__Your task__.
Starting at the line that contains "index dip: (815, 420)", return each line exactly as written until the listing below ends, and return no other line.
== Segment start ==
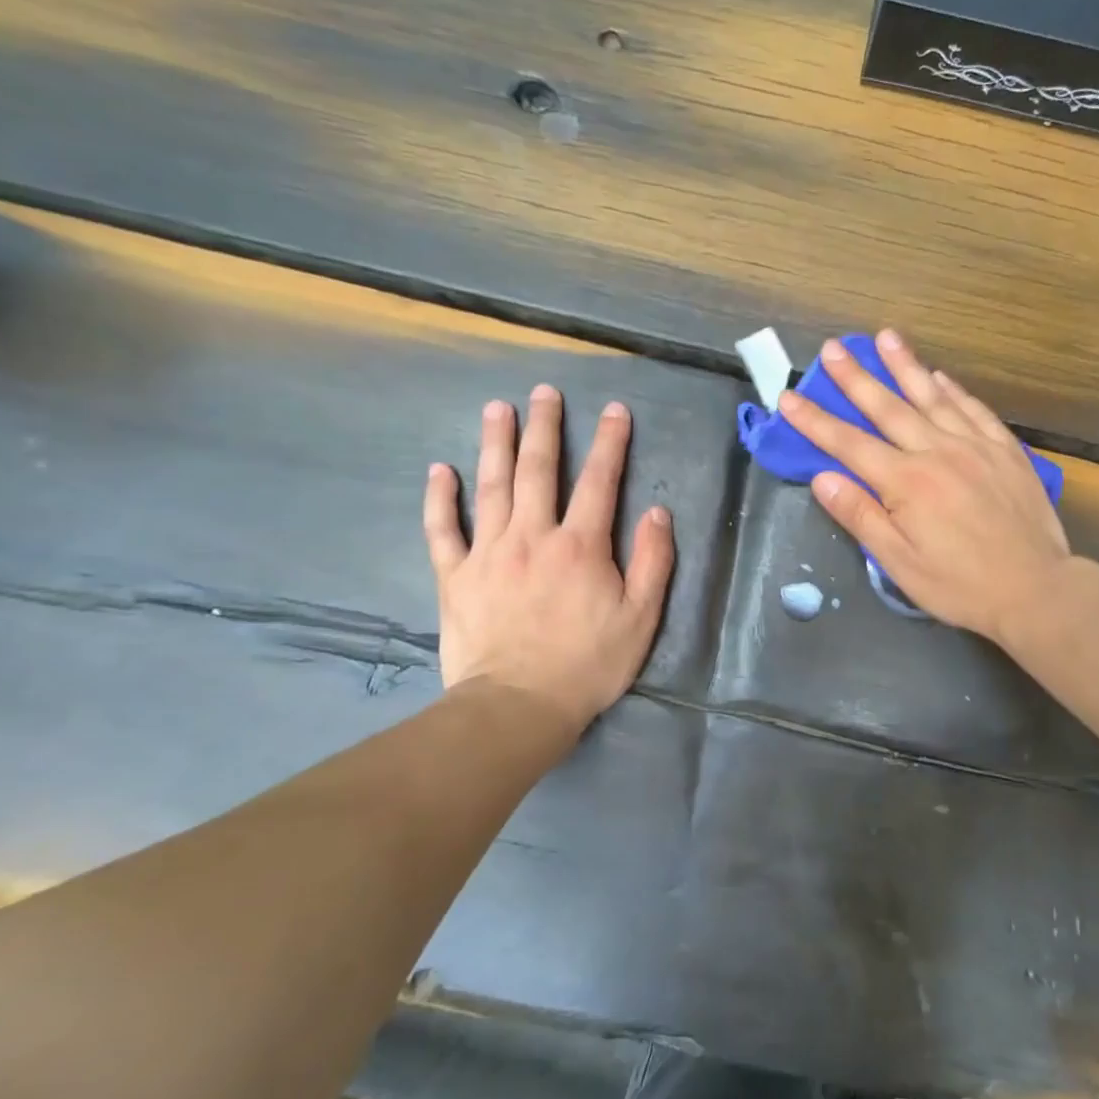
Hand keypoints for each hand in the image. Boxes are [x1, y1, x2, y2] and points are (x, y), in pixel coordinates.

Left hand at [423, 385, 673, 731]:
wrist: (518, 706)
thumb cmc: (588, 664)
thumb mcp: (641, 617)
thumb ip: (653, 561)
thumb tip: (659, 512)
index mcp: (581, 545)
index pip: (600, 481)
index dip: (610, 442)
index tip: (615, 410)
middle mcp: (533, 536)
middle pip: (539, 470)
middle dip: (545, 427)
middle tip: (544, 392)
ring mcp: (489, 553)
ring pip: (491, 486)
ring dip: (495, 444)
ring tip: (497, 409)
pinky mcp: (455, 576)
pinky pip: (443, 529)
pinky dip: (440, 498)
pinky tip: (440, 470)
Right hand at [779, 330, 1069, 642]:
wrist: (1036, 589)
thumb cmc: (960, 585)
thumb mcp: (899, 564)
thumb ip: (861, 516)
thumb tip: (822, 478)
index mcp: (906, 483)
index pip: (849, 444)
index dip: (815, 420)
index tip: (789, 397)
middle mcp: (938, 452)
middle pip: (888, 407)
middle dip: (856, 377)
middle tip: (833, 348)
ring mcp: (976, 446)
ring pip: (933, 397)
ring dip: (905, 366)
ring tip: (885, 337)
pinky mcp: (1006, 451)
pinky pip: (975, 410)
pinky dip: (954, 390)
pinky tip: (941, 376)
== Segment end ==
__Answer to this task__.
index dip: (815, 420)
index tip: (789, 397)
middle mcp: (938, 452)
middle pip: (888, 407)
middle dip: (856, 377)
middle tip: (833, 348)
ring mcp: (976, 446)
ring pip: (933, 397)
ring dip: (905, 366)
ring tip: (885, 337)
pinky mcp: (1006, 451)
pinky pip: (975, 410)
pinky dip: (954, 390)
pinky tip: (941, 376)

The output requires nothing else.